Wednesday, March 24, 2010

Documentarian goes native

I had a dream... last night, where I was conscious that I was dreaming but it was like I was dreaming it and writing about it at the same time. The prose was better than anything that I have written so far in waking life, probably because I wasn't criticising myself as I wrote. It just let it flow, felt the moment; the emotion; the passion for all things- good ol' plain gusto for privilege of life. Yet I awake again foggy headed and like I am living under a cloud of allergens. What the?
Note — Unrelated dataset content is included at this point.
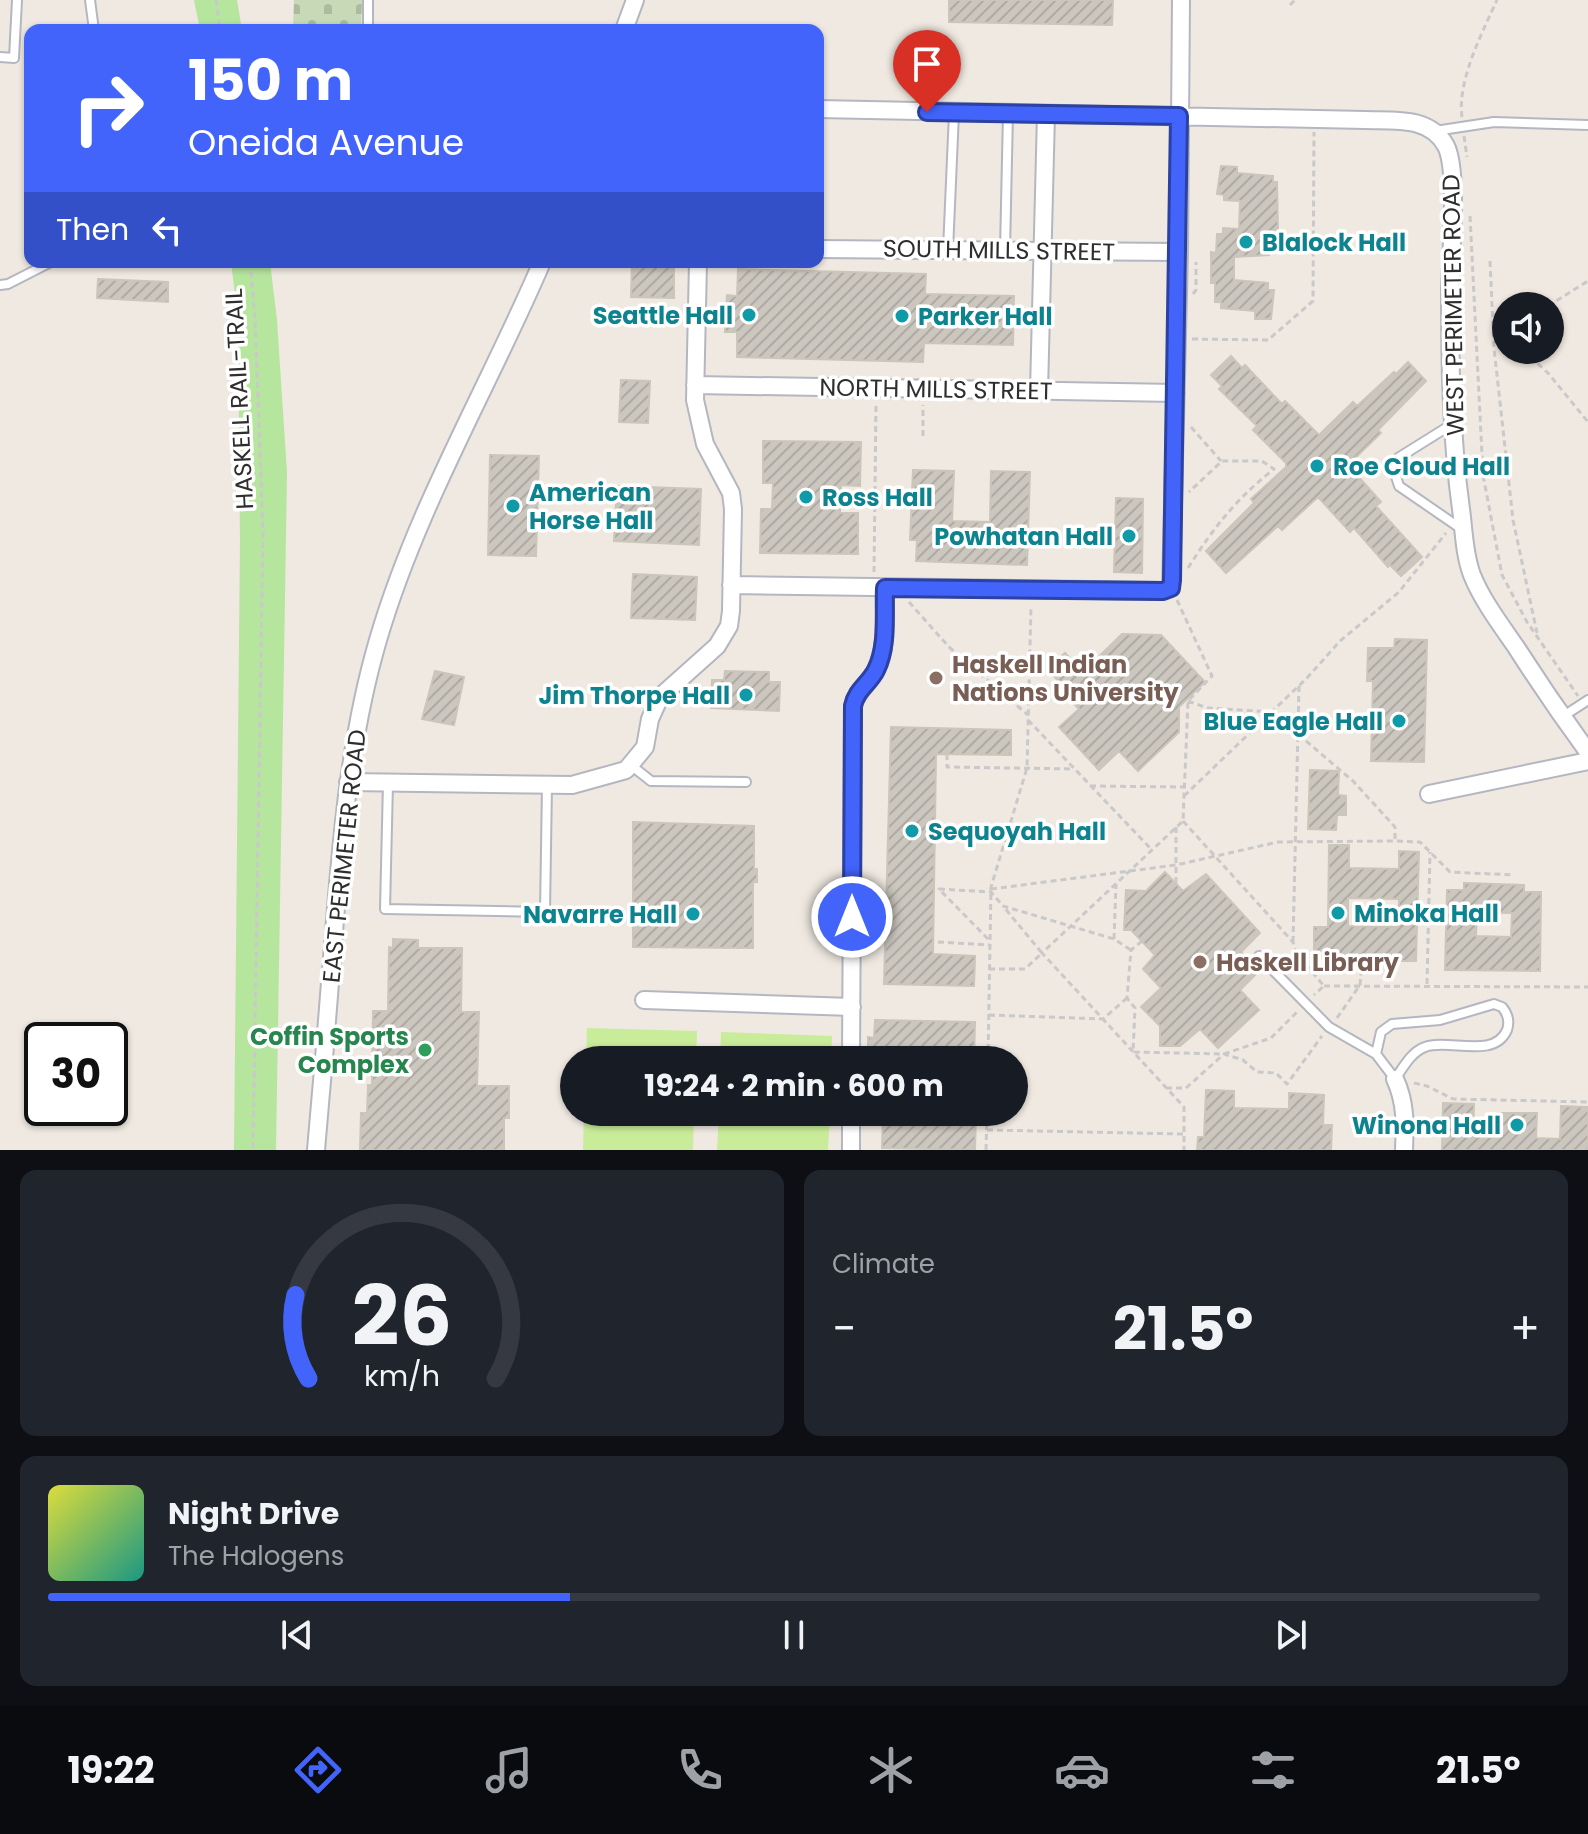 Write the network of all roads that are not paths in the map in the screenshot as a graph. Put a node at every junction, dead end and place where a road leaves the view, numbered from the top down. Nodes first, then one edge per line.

I have come to realise I have reached Stage 7 (is that the number we are up to?) Realisations. Life is becoming clearer for me, the mental and emotional blockades are being revealed to me and I stand before them thinking "Wow, I don't need you anymore". Here are some of the realisations that have cropped up

1. I spent too much time in my head.
The answers to life's questions are simple- really; I shit you not. I just spend that much time in my head documenting and analysing that I come up with very lucid, rational and well thought out explanations for why things are they way they are. Then after all that thinking, rethinking, editing of thoughts and preparation of final submissions, the universe lands me with the cold facts- This is how it is, it is simple, obvious and in your face and you would have seen it if you weren't hiding inside your head. So universe I get the picture- stop spending so much time in my head and look around, spend more time with others and give them the benefit of the doubt. Just because experience has given you a few bad eggs, doesn't mean that everyone you meet has an agenda, or that they are going to let you down in some way or (the biggest fear) break your heart. You are what you think, attract what you think and live the manifestation of your thoughts. See again, simple answer. If it all comes down to thought, change them if they aren't delivering what you really want.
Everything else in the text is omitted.